How much of a Django application could be reverse-engineered if the owner forgot to turn debug mode off?

Question

I've been writing a Django app and almost published it with debug mode on. Django's documentation indicates

Never deploy a site into production with DEBUG turned on.

Did you catch that? NEVER deploy a site into production with DEBUG turned on.

One of the main features of debug mode is the display of detailed error pages. If your app raises an exception when DEBUG is True, Django will display a detailed traceback, including a lot of metadata about your environment, such as all the currently defined Django settings (from settings.py).

So I'm wondering how much information could a malicious attacker actually gain in a typical app? Users logins? All your code?

Answer 1

This is highly dependent on the application in question.

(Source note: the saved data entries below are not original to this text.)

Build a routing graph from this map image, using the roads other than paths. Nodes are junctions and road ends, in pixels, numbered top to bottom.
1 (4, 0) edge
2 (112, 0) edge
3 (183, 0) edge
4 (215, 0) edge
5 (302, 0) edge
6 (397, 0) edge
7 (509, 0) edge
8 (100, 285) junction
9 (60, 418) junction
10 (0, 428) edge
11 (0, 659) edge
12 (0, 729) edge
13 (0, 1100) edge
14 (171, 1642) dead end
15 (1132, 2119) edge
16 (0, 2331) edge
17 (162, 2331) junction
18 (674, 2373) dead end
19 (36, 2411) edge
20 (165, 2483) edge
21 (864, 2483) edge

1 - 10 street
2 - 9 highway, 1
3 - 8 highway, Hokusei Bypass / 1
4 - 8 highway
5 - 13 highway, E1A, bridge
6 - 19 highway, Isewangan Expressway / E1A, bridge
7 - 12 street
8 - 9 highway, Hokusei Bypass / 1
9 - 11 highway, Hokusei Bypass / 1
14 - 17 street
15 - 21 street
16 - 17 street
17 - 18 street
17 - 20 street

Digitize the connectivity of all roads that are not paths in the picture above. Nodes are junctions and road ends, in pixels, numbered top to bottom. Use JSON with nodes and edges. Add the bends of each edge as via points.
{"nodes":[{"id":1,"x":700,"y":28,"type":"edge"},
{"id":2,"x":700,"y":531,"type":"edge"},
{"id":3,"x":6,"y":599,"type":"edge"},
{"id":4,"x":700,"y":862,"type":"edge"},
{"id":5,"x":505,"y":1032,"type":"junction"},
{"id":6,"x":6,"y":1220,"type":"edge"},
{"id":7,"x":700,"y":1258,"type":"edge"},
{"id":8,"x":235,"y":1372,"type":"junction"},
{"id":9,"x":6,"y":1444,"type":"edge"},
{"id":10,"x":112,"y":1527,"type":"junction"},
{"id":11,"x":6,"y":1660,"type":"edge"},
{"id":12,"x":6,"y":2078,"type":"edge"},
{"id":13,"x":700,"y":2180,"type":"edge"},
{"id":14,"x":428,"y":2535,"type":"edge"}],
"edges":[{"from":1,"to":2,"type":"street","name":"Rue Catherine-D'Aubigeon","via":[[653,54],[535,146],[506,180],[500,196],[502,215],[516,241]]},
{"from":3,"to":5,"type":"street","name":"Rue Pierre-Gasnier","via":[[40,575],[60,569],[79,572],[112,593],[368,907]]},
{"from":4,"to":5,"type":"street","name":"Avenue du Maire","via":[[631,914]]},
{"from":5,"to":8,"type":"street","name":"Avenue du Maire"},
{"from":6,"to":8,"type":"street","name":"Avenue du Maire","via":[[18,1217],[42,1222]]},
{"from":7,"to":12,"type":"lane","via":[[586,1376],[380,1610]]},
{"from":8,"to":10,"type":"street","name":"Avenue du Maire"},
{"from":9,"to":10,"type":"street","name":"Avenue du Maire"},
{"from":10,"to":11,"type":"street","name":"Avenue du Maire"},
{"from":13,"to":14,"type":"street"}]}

So let's say for example you have a django web app that has many programmatic errors (not vulnerabilities). In this case you would be able to generate a lot of highly verbose error messages. If you were able to actually disclose the full contents of settings.py then you would be in big trouble. Your database connection string, CSRF token, cache keys, possibly AWS keys etc are all stored there. You would also be able to, as you mention, reverse engineer some application logic. This behavior can lead to a more targeted attack such as making it easier for me to find XSS or SQL Injection.

Now let's take the opposite case. You deploy an app that is flawless: the impact is much lower, as you will not be disclosing quite as much data. However given the size of the code base your application is not and will not be flawless, so take care to never deploy in debug mode.